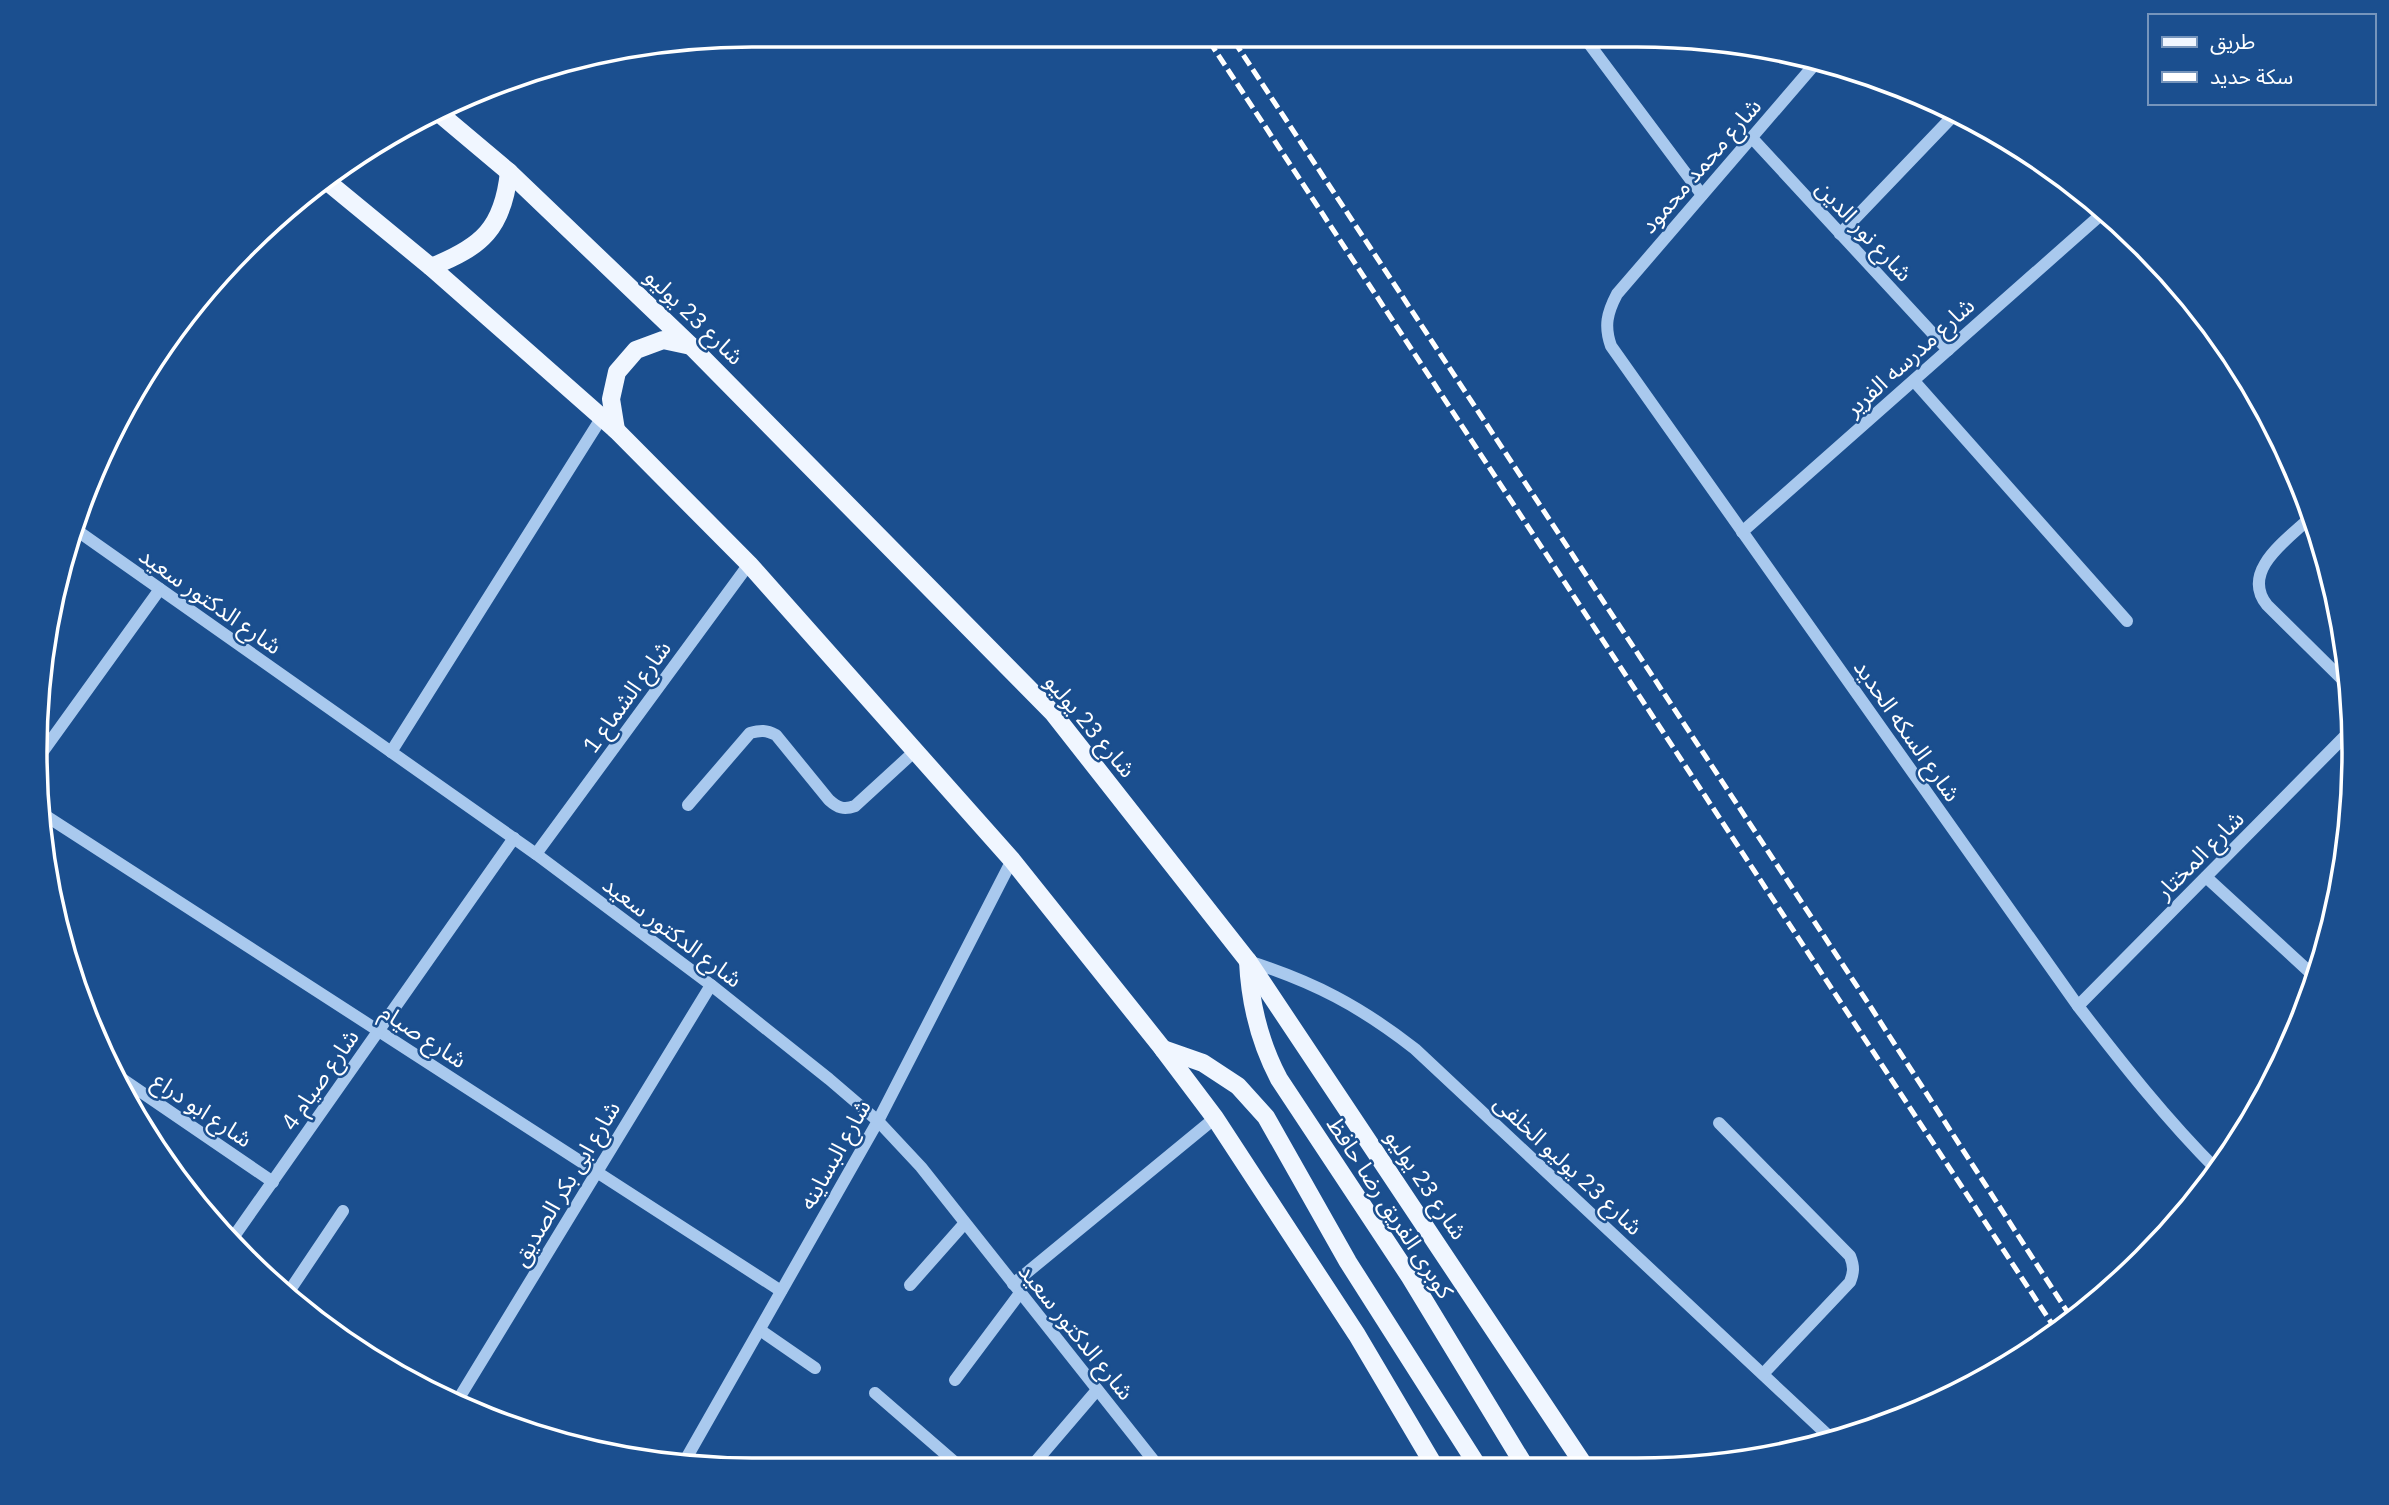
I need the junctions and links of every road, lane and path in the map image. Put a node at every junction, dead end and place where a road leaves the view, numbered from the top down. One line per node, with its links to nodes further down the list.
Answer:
1 (1595, 47): 8 (street)
2 (1811, 69): 5 (street, شارع محمد محمود)
3 (445, 118): 6 (main road, شارع 23 يوليو)
4 (1949, 120): 10 (street)
5 (1752, 138): 8 (street, شارع محمد محمود); 10 (street, شارع نور الدين)
6 (509, 172): 11 (main road); 13 (main road, شارع 23 يوليو)
7 (333, 186): 11 (main road)
8 (1702, 195): 12 (street, شارع محمد محمود)
9 (2097, 218): 14 (street, شارع مدرسه الفرير)
10 (1840, 233): 14 (street, شارع نور الدين)
11 (431, 267): 16 (main road)
12 (1617, 294): 19 (street, شارع السكه الحديد)
13 (691, 346): 17 (main road); 35 (main road, شارع 23 يوليو)
14 (1948, 350): 15 (street, شارع مدرسه الفرير)
15 (1914, 382): 19 (street, شارع مدرسه الفرير); 23 (street)
16 (602, 417): 17 (main road); 28 (street)
17 (616, 430): 21 (main road)
18 (2303, 525): 24 (street)
19 (1742, 531): 38 (street, شارع السكه الحديد)
20 (82, 534): 22 (street, شارع الدكتور سعيد)
21 (749, 564): 27 (main road); 32 (street, شارع الشماع 1)
22 (160, 589): 26 (street); 28 (street, شارع الدكتور سعيد)
23 (2127, 621)
24 (2337, 674)
25 (2341, 740): 34 (street, شارع المختار)
26 (47, 745)
27 (915, 751): 29 (street); 33 (main road)
28 (391, 752): 31 (street, شارع الدكتور سعيد)
29 (688, 805)
30 (51, 819): 39 (street, شارع صيام)
31 (514, 838): 32 (street, شارع الدكتور سعيد); 39 (street, شارع صيام 4)
32 (536, 854): 37 (street, شارع الدكتور سعيد)
33 (1012, 860): 40 (main road); 43 (street, شارع البساينه)
34 (2206, 877): 36 (street); 38 (street, شارع المختار)
35 (1248, 961): 57 (street, شارع 23 يوليو الخلفى); 69 (main road, كوبرى الفريق رضا حافظ); 70 (main road, شارع 23 يوليو)
36 (2307, 970)
37 (711, 985): 43 (street, شارع الدكتور سعيد); 46 (street, شارع ابى بكر الصديق)
38 (2078, 1006): 45 (street, شارع السكه الحديد)
39 (378, 1030): 46 (street, شارع صيام); 47 (street, شارع صيام 4)
40 (1163, 1049): 42 (main road); 68 (main road)
41 (131, 1085): 47 (street, شارع ابو دراع)
42 (1215, 1118): 53 (street); 67 (main road)
43 (878, 1121): 49 (street, شارع الدكتور سعيد); 54 (street, شارع البساينه)
44 (1719, 1123): 57 (street)
45 (2210, 1163)
46 (596, 1171): 54 (street, شارع صيام); 61 (street, شارع ابى بكر الصديق)
47 (273, 1182): 50 (street, شارع صيام 4)
48 (343, 1211): 52 (street)
49 (964, 1224): 51 (street); 53 (street, شارع الدكتور سعيد)
50 (236, 1233)
51 (910, 1285)
52 (292, 1287)
53 (1017, 1289): 58 (street); 59 (street, شارع الدكتور سعيد)
54 (781, 1291): 55 (street, شارع البساينه)
55 (760, 1330): 56 (street); 63 (street, شارع البساينه)
56 (815, 1368)
57 (1763, 1374): 62 (street, شارع 23 يوليو الخلفى)
58 (955, 1380)
59 (1097, 1390): 65 (street); 66 (street, شارع الدكتور سعيد)
60 (875, 1393): 64 (street)
61 (461, 1394)
62 (1825, 1432)
63 (688, 1454)
64 (950, 1458)
65 (1039, 1458)
66 (1152, 1458)
67 (1430, 1458)
68 (1473, 1458)
69 (1520, 1458)
70 (1579, 1458)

◆ What to produce ◆
The answer should be all lines from the entries above that hold the word "محمود".

◆ Answer below ◆
2 (1811, 69): 5 (street, شارع محمد محمود)
5 (1752, 138): 8 (street, شارع محمد محمود); 10 (street, شارع نور الدين)
8 (1702, 195): 12 (street, شارع محمد محمود)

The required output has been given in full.